Unlike some other governors we know, the next guv may have to work full-time at being our chief executive.
Georgia can’t stand another part-time executive constantly distracted by his private fertilizer and grain businesses, not to mention a $21 million personal note that falls due in March and a real estate portfolio that shows signs of souring.
If I were the governor, I’d have trouble concentrating, too. Sonny must think all the time about that $21 million loan bearing down on him.
Georgia has a plethora of candidates for governor in the next cycle: John Oxendine, Karen Handel, Dubose Porter, David Poythress and at least three others who are not ready to reveal their intentions.
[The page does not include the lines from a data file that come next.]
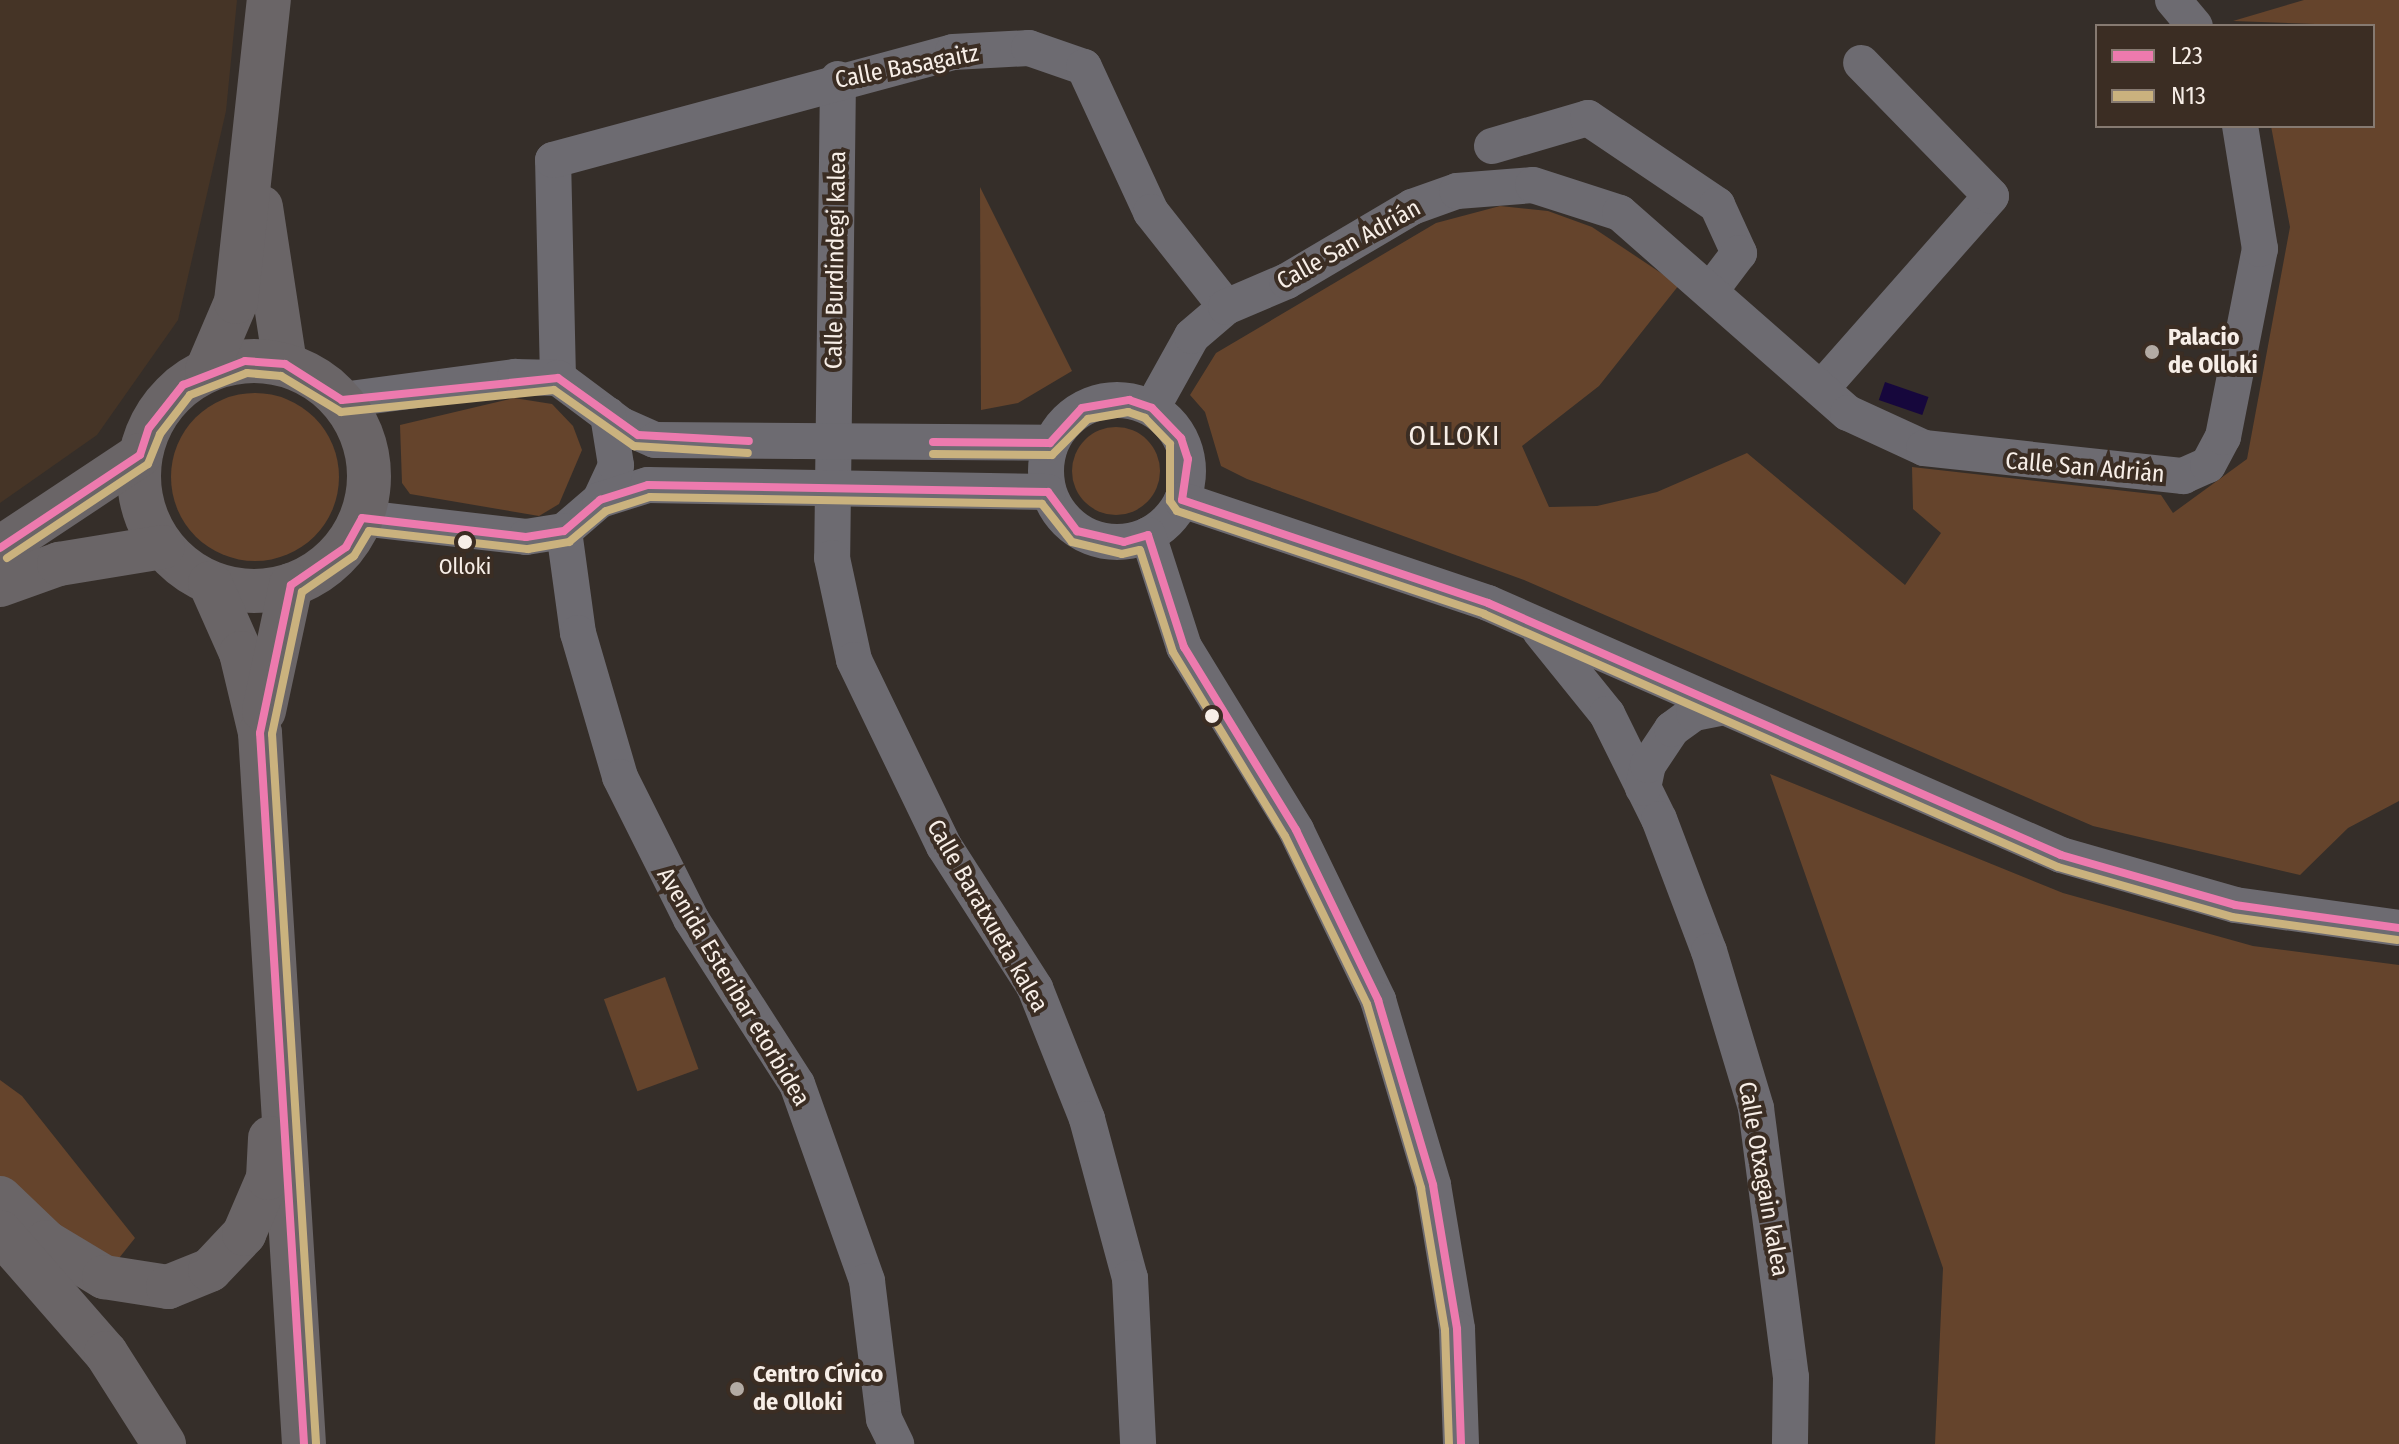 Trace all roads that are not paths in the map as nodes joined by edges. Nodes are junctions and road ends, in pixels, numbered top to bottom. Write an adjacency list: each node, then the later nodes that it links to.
1 (269, 0): 8 (highway)
2 (2173, 0): 3 (street)
3 (2193, 24)
4 (1861, 63): 14 (street)
5 (838, 79): 10 (street, Calle Basagaitz); 13 (street, Calle Basagaitz); 18 (street, Calle Burdindegi kalea)
6 (2240, 128): 14 (street, Calle San Adrián)
7 (1492, 146): 9 (street)
8 (253, 161): 11 (highway); 12 (highway)
9 (1711, 290): 10 (street, Calle San Adrián); 14 (street, Calle San Adrián)
10 (1226, 307): 16 (street, Calle San Adrián)
11 (285, 364): 12 (highway); 15 (highway)
12 (207, 370): 20 (highway)
13 (558, 378): 15 (street); 17 (street)
14 (1821, 389)
15 (342, 400): 25 (highway)
16 (1152, 408): 19 (street); 24 (street)
17 (608, 415): 18 (street); 23 (street)
18 (836, 442): 19 (street); 21 (street, Calle Baratxueta kalea)
19 (1050, 443): 22 (street)
20 (140, 455): 28 (highway); 29 (highway)
21 (834, 485): 22 (street); 23 (street); 44 (street, Calle Baratxueta kalea)
22 (1048, 492): 27 (street)
23 (600, 500): 26 (street)
24 (1182, 500): 27 (street); 33 (street)
25 (362, 518): 26 (street); 32 (highway)
26 (564, 531): 43 (street, Avenida Esteribar etorbidea)
27 (1148, 535): 45 (street)
28 (163, 547): 30 (highway); 31 (highway)
29 (0, 548)
30 (210, 583): 32 (highway); 35 (highway)
31 (0, 585)
32 (291, 585): 35 (highway)
33 (1527, 619): 34 (street); 36 (street, Calle Otxagain kalea)
34 (1724, 707): 36 (street); 37 (street)
35 (260, 733): 38 (highway)
36 (1643, 788): 46 (street, Calle Otxagain kalea)
37 (2399, 928)
38 (276, 1012): 39 (highway); 42 (highway)
39 (0, 1198)
40 (0, 1232): 41 (highway)
41 (164, 1444)
42 (304, 1444)
43 (896, 1444)
44 (1138, 1444)
45 (1461, 1444)
46 (1790, 1444)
Some of these folks would make fine governors, I am certain. Others wouldn’t be much different from what we have.
The big question for all of these wannabes is this:
What will Roy Barnes do? Will the former governor run or not?
He showed in one term (1999-2003) that he has the right stuff to manage the state. He also demonstrated that many Georgians, including educators, don’t want to rock the boat, and they’ll vote against anyone who threatens the status quo. It doesn’t matter that Georgia has some of the worst schools in the nation. Teachers voted en masse against Barnes and in favor of Perdue, who as a measure of thanks has whacked school funding by more than $1 billion.
Barnes also set out to solve the traffic problem and bring Medicaid under control. Voters didn’t care. They weren’t interested in a governor who opposed keeping a symbol of slavery on the state flag.
At a speech to a civic club the other day, Barnes spent 20 minutes describing the causes of the economic disaster that has befallen the nation. He mentioned Georgia government only once. He said the state was running up too much public debt and needed watching.
Beyond the experience of one term, Barnes has several assets as a campaigner. Raising money ought to be relatively easy. He knows what needs to be done to get Georgia out of the doldrums, and he is an eloquent speaker and storyteller.
What else does a candidate need?
A little fire in the belly is my answer. In the shock of being defeated, Barnes and his wife, Marie, may have lost much of their zeal for public office, which leads me to believe that those of us who hope Roy will run again may be disappointed.
We may have to look for another hoss to go for governor  —  one with Barnes’ vision, but not one who says Mexicans and other migrants are among our foremost problems. In other words, we need a creative thinker and doer, but not another nut. We have enough of those already.